Saved entries
*-*-*

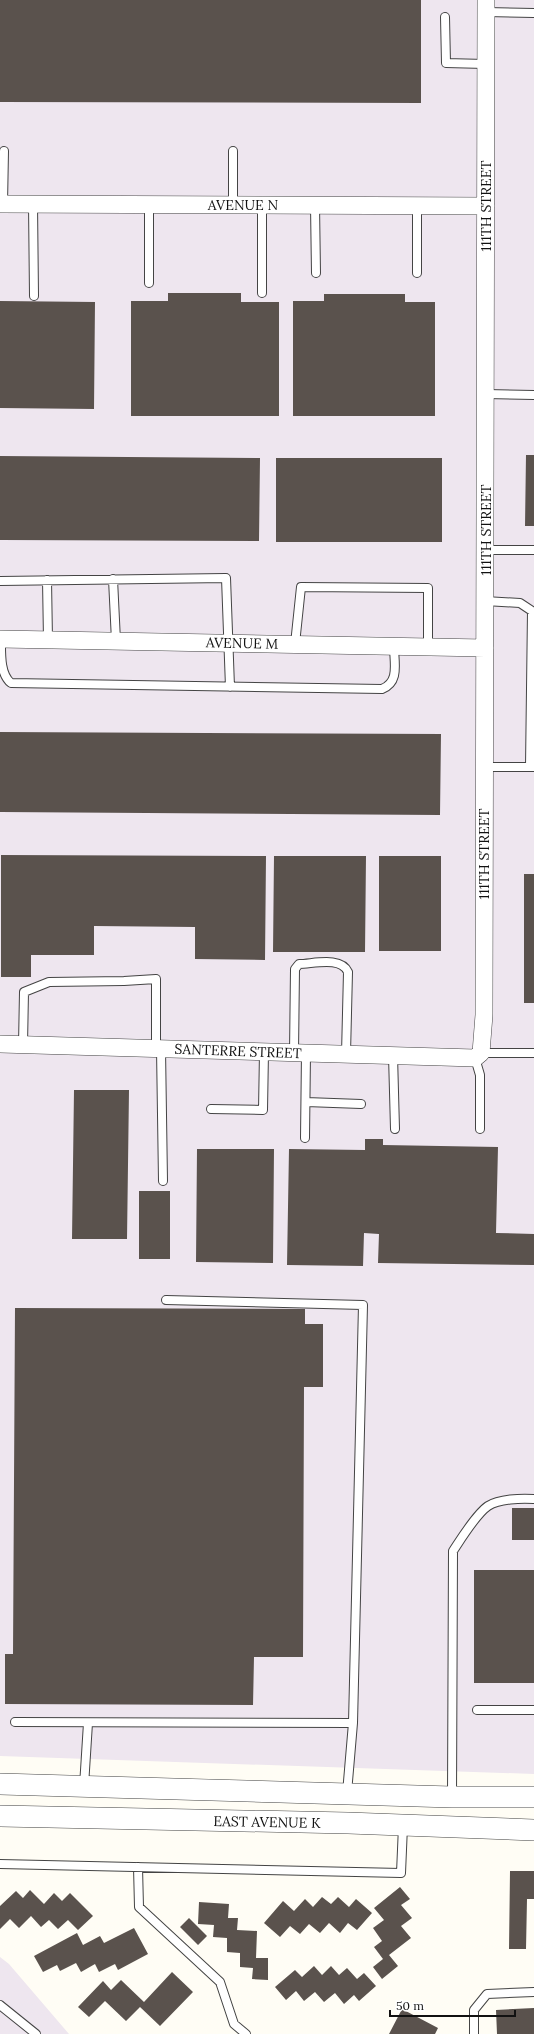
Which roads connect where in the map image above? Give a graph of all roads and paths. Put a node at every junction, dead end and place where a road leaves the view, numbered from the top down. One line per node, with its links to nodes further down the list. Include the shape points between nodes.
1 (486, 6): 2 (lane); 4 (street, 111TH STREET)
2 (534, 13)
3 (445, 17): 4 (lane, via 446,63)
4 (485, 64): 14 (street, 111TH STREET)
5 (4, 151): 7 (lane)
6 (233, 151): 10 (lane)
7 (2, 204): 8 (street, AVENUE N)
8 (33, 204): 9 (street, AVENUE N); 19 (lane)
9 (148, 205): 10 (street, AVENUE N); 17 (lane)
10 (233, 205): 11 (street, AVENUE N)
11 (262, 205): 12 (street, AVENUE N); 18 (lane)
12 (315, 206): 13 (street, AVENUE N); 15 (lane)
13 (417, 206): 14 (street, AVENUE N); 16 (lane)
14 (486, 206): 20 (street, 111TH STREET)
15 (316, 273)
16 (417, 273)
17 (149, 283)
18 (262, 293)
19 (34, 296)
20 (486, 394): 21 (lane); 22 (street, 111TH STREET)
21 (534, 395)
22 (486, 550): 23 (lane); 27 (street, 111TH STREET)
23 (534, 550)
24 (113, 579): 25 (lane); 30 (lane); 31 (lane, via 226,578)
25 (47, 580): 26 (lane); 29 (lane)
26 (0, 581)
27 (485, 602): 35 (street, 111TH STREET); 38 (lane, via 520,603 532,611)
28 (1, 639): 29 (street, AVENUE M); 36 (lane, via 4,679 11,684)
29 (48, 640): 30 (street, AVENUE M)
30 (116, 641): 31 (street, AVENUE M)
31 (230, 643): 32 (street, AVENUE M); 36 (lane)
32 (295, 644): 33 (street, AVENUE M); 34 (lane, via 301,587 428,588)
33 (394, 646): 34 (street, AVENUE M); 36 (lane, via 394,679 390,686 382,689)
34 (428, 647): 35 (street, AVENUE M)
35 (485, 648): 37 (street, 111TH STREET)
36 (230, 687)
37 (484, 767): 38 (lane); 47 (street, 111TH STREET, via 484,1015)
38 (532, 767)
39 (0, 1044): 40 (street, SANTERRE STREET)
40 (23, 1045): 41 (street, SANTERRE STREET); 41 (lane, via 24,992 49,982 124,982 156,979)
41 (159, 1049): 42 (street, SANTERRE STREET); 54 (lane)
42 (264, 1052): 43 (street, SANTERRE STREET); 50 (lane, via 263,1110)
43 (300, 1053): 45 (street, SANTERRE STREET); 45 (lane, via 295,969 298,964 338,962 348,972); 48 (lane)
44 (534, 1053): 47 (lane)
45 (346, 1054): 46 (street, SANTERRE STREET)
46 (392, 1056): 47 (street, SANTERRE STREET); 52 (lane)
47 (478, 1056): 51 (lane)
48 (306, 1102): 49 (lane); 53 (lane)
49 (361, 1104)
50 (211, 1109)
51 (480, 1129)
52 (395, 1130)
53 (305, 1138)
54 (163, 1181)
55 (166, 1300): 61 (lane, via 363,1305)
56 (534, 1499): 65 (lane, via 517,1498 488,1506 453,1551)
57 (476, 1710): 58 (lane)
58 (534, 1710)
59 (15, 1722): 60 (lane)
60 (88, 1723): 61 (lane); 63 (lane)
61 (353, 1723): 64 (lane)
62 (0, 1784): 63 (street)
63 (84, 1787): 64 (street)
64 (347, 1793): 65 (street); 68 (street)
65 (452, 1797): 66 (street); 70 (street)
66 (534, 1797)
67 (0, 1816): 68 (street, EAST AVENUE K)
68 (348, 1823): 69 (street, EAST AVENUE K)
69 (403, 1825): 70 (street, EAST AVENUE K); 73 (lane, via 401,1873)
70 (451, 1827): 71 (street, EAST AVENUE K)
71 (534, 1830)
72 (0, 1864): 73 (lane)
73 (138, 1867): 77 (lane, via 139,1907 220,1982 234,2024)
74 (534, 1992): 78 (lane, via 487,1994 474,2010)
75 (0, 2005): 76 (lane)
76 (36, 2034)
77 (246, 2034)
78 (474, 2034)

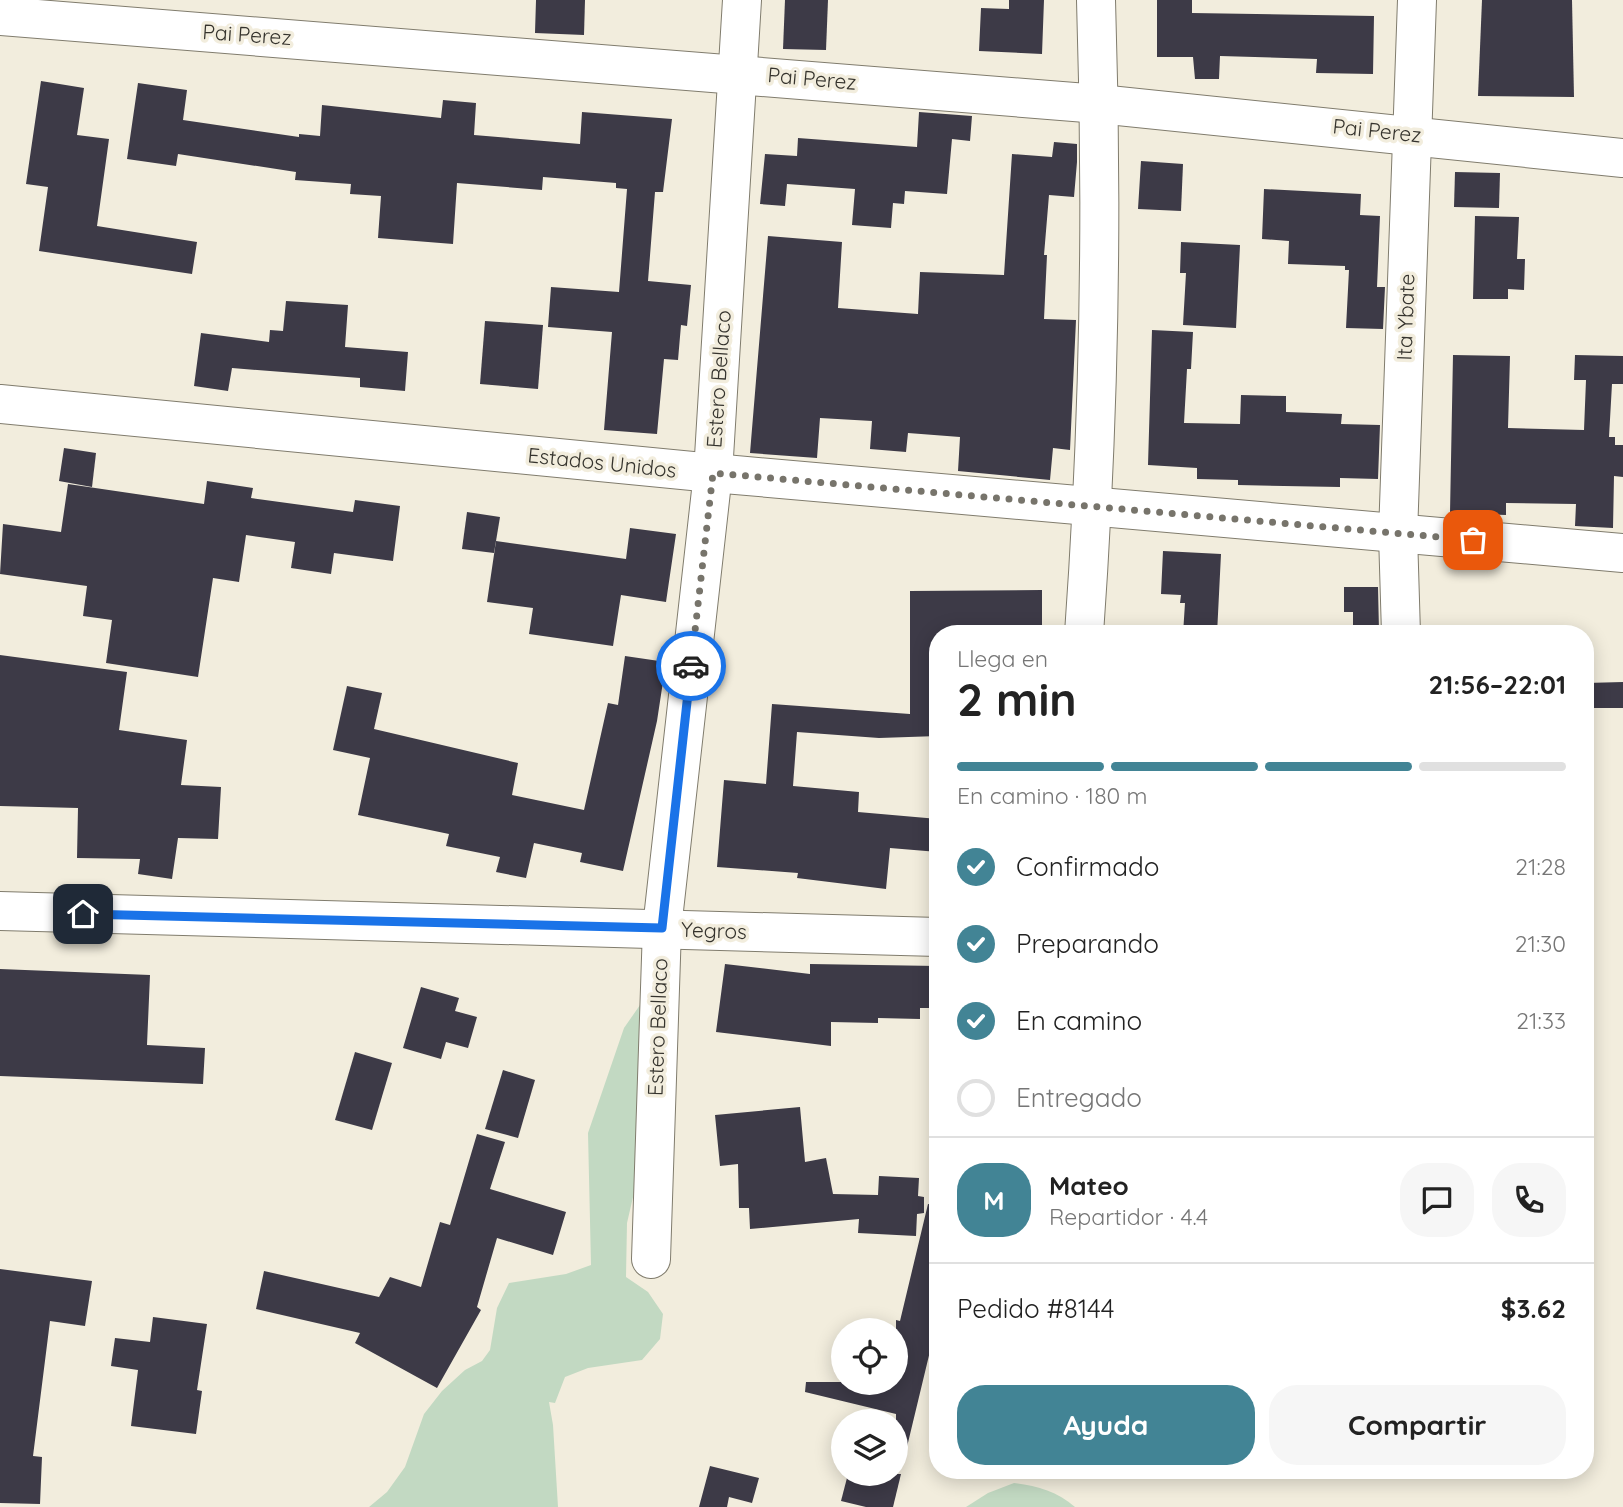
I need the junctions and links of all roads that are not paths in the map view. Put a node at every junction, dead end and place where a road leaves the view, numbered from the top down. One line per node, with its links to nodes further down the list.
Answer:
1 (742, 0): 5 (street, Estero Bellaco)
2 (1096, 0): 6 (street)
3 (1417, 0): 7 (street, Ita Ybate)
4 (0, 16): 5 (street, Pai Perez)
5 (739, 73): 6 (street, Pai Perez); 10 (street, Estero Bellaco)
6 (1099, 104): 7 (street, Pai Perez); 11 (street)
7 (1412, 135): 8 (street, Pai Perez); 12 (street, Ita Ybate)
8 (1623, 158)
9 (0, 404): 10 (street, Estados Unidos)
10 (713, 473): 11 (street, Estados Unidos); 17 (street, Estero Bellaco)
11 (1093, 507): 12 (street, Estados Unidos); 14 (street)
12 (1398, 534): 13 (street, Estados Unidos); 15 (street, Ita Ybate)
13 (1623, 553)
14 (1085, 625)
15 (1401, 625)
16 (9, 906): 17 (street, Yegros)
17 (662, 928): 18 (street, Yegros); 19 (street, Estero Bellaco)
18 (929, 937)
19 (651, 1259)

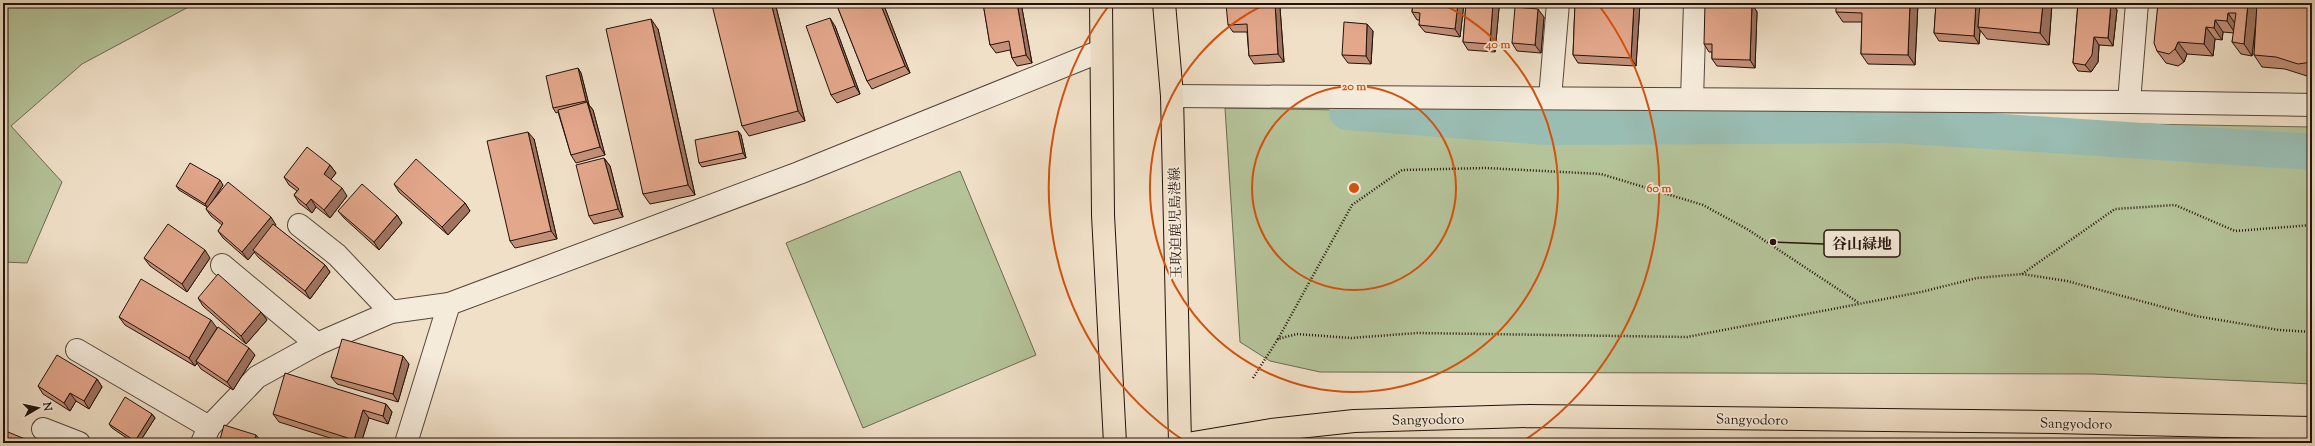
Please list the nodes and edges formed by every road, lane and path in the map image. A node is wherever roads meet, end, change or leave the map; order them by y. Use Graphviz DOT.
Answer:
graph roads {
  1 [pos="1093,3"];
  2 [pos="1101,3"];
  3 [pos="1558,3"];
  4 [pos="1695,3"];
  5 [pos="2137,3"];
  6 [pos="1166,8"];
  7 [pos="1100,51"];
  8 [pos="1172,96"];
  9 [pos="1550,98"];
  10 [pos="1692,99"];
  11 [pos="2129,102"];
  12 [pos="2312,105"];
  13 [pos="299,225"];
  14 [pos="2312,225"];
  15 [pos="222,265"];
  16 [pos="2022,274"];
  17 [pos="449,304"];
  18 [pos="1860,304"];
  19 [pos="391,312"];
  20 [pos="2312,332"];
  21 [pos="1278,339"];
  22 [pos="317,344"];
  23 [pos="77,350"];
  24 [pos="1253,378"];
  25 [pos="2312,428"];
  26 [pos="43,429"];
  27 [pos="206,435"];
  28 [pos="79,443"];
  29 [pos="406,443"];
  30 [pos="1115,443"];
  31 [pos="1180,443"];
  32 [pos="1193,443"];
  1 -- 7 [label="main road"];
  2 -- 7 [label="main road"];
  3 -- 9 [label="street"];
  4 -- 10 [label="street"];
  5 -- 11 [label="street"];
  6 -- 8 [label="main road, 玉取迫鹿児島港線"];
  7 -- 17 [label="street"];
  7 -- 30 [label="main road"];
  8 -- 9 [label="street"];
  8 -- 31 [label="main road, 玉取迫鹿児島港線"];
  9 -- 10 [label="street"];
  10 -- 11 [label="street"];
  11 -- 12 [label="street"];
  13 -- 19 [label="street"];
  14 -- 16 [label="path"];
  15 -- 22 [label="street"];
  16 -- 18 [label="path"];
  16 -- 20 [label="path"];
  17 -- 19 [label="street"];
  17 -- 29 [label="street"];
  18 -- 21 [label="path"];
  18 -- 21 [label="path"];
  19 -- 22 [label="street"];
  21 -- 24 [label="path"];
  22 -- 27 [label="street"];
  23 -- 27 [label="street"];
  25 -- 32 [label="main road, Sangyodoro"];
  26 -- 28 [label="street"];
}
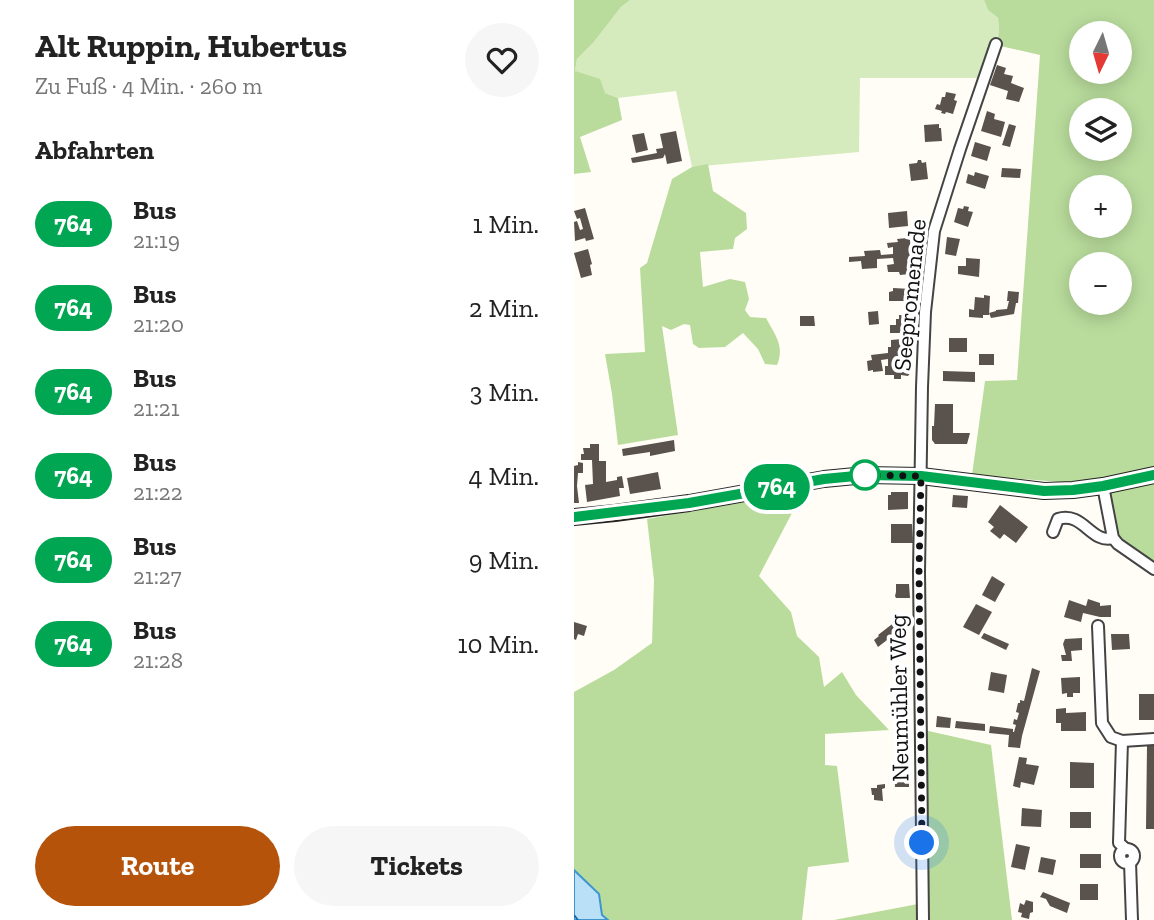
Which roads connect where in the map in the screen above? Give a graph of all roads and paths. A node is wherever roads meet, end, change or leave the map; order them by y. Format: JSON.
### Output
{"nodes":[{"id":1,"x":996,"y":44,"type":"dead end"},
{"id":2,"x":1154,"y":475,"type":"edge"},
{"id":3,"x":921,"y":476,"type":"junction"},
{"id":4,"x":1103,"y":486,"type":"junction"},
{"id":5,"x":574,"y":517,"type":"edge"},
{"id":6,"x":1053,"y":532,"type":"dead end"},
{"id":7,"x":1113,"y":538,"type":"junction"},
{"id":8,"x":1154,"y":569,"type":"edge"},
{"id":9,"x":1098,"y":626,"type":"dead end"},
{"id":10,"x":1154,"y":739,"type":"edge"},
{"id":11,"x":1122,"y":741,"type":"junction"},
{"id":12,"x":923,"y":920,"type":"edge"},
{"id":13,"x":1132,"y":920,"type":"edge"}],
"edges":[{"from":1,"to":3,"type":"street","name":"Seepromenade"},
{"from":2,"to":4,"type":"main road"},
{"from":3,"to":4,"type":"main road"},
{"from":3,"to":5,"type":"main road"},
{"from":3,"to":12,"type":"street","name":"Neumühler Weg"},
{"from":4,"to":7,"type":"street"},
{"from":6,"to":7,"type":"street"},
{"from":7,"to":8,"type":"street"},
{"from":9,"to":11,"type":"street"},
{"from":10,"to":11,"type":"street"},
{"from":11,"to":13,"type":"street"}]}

*-*-*

In the records, which lines mention the word "edges"? Copy those lines.

Please list the nodes and edges formed by every road, lane and path in the map image. A node is wherever roads meet, end, change or leave the map; order them by y. Use Graphviz DOT.
"edges":[{"from":1,"to":3,"type":"street","name":"Seepromenade"},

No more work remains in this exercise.